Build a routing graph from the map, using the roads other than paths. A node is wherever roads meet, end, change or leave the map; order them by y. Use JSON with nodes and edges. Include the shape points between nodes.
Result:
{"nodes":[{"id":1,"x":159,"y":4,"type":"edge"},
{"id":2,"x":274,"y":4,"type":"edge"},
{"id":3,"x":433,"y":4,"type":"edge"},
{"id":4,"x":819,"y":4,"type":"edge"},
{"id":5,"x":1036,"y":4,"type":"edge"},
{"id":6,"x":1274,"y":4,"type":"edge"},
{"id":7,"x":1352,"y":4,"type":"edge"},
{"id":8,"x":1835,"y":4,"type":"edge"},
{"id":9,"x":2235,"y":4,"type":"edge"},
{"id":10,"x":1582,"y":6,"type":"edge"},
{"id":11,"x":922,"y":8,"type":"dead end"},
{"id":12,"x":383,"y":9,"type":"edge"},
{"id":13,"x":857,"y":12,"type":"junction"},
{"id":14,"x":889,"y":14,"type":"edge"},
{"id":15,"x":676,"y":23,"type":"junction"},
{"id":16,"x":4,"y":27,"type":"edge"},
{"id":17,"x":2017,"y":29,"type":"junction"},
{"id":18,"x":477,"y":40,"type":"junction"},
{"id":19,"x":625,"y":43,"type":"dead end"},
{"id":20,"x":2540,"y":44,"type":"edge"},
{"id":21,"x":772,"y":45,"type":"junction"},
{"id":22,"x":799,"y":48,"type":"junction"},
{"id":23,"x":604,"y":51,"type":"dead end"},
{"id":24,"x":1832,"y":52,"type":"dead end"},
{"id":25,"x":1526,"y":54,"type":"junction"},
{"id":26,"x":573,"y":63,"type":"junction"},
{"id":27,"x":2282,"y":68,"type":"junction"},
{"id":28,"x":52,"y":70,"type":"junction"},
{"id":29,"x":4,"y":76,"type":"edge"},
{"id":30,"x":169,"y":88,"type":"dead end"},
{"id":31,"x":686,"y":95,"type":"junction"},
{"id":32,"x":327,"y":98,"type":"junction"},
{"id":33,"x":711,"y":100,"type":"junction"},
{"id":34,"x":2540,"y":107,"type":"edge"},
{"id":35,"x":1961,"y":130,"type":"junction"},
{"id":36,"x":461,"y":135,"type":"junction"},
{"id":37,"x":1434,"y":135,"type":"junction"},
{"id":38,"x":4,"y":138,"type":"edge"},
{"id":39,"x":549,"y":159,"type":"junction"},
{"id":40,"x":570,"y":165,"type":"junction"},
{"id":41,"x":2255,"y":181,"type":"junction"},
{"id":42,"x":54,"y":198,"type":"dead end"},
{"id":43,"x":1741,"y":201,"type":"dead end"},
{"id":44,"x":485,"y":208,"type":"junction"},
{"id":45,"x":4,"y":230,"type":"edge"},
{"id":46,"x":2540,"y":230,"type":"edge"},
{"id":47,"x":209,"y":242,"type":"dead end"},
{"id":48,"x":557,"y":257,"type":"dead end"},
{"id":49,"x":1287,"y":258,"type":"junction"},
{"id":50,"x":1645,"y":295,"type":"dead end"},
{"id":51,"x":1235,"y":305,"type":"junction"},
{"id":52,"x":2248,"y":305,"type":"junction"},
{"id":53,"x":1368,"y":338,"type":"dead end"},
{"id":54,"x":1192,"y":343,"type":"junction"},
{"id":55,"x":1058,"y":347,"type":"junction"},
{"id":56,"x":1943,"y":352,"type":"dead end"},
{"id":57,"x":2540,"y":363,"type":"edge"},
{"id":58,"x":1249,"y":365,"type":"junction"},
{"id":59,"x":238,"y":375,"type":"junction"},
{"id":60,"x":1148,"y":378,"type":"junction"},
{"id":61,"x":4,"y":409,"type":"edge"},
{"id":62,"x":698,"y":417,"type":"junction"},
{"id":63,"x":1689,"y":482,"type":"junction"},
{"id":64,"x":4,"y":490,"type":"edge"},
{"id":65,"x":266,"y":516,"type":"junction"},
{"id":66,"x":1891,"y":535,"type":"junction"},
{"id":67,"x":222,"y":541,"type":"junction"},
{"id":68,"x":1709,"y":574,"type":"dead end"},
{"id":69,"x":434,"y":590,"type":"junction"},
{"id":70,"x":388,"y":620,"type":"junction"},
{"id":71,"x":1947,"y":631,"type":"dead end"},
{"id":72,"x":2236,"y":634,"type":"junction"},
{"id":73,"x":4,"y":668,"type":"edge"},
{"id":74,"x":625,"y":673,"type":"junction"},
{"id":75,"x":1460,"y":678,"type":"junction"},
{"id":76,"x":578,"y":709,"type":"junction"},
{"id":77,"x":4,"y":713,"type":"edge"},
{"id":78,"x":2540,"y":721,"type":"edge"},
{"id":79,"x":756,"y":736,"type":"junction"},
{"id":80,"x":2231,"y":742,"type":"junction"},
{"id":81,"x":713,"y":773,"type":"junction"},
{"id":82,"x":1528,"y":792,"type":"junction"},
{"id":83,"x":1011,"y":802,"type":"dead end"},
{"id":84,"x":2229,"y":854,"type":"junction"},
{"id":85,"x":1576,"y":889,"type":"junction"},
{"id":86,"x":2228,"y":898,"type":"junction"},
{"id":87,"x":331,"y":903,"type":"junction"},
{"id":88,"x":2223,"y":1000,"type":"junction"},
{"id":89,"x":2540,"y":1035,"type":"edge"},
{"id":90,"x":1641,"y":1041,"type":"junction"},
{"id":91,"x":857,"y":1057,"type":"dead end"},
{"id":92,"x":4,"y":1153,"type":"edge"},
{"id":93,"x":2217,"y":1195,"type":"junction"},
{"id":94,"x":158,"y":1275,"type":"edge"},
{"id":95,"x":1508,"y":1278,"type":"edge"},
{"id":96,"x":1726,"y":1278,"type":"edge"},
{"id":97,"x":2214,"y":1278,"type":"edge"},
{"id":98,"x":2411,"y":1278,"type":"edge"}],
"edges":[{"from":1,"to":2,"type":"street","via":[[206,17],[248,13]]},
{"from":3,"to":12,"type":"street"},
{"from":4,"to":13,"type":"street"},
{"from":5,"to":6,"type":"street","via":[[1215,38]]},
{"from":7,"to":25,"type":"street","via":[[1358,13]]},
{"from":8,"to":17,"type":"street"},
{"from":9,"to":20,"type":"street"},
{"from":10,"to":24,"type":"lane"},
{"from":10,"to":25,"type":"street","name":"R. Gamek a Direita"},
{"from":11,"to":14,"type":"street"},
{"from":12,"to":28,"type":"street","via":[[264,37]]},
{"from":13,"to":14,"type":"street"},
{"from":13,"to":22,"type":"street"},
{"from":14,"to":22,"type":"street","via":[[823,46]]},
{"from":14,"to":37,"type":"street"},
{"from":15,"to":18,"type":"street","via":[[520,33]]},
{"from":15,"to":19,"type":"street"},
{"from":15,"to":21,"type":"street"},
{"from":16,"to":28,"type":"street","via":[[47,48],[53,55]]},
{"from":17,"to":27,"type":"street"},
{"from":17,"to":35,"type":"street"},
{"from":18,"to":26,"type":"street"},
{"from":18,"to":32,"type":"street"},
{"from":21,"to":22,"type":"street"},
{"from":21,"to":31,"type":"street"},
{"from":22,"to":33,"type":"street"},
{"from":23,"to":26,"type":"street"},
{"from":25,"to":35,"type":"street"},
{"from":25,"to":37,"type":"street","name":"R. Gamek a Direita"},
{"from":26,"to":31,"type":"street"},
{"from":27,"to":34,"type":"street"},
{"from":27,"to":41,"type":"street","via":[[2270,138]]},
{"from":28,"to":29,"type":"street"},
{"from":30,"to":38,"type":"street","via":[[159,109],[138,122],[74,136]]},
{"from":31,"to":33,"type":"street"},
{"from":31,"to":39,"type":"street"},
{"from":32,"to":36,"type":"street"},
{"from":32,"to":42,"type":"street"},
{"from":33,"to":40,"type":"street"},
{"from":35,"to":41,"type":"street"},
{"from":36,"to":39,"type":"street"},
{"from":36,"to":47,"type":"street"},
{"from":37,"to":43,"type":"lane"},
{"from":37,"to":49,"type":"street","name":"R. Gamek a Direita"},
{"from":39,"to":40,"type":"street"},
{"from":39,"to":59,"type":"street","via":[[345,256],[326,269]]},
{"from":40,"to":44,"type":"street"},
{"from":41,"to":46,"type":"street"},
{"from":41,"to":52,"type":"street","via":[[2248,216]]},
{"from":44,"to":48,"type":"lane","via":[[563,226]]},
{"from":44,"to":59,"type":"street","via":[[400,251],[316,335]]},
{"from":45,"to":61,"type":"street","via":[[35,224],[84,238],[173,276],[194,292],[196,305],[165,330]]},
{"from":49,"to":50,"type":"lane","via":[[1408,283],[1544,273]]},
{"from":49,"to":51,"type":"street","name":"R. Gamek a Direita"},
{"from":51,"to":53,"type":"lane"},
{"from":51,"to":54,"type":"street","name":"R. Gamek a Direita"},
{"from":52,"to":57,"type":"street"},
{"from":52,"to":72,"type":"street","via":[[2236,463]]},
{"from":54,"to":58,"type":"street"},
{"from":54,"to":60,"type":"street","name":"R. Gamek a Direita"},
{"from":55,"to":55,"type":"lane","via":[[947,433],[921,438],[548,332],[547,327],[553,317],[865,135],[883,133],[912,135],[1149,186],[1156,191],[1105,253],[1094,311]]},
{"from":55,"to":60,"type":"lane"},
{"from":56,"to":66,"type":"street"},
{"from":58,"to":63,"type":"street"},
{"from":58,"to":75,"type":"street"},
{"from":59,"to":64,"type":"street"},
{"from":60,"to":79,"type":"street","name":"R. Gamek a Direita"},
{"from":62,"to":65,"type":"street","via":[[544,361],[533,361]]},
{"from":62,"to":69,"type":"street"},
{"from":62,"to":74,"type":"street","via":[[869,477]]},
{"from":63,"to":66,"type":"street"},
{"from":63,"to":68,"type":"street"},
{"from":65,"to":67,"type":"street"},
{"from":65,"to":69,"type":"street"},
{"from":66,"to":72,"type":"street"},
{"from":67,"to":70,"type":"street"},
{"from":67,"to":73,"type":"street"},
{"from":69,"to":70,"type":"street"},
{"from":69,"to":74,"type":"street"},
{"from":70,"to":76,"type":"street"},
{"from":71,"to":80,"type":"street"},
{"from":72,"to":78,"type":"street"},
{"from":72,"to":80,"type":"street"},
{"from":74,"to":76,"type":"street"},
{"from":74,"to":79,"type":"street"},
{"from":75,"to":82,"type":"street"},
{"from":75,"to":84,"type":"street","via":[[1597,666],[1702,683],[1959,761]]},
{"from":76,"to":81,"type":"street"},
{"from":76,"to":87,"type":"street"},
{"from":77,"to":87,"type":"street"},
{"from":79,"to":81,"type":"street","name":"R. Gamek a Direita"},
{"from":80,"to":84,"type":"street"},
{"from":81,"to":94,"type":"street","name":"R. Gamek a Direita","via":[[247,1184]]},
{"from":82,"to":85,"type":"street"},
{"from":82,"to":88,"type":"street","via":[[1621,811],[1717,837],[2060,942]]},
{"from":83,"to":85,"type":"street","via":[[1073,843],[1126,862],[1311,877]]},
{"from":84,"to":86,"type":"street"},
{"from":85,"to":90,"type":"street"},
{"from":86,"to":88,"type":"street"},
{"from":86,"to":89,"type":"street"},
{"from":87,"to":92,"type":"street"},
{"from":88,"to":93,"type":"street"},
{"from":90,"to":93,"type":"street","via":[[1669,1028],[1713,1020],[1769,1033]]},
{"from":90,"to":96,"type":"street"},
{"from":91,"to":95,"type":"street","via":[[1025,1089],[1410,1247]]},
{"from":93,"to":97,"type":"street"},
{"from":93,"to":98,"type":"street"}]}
________________________________________
- TO DO
An answer is complete only when it holds every line above containing the string "Direita".

- OUTPUT BELOW
{"from":10,"to":25,"type":"street","name":"R. Gamek a Direita"},
{"from":25,"to":37,"type":"street","name":"R. Gamek a Direita"},
{"from":37,"to":49,"type":"street","name":"R. Gamek a Direita"},
{"from":49,"to":51,"type":"street","name":"R. Gamek a Direita"},
{"from":51,"to":54,"type":"street","name":"R. Gamek a Direita"},
{"from":54,"to":60,"type":"street","name":"R. Gamek a Direita"},
{"from":60,"to":79,"type":"street","name":"R. Gamek a Direita"},
{"from":79,"to":81,"type":"street","name":"R. Gamek a Direita"},
{"from":81,"to":94,"type":"street","name":"R. Gamek a Direita","via":[[247,1184]]},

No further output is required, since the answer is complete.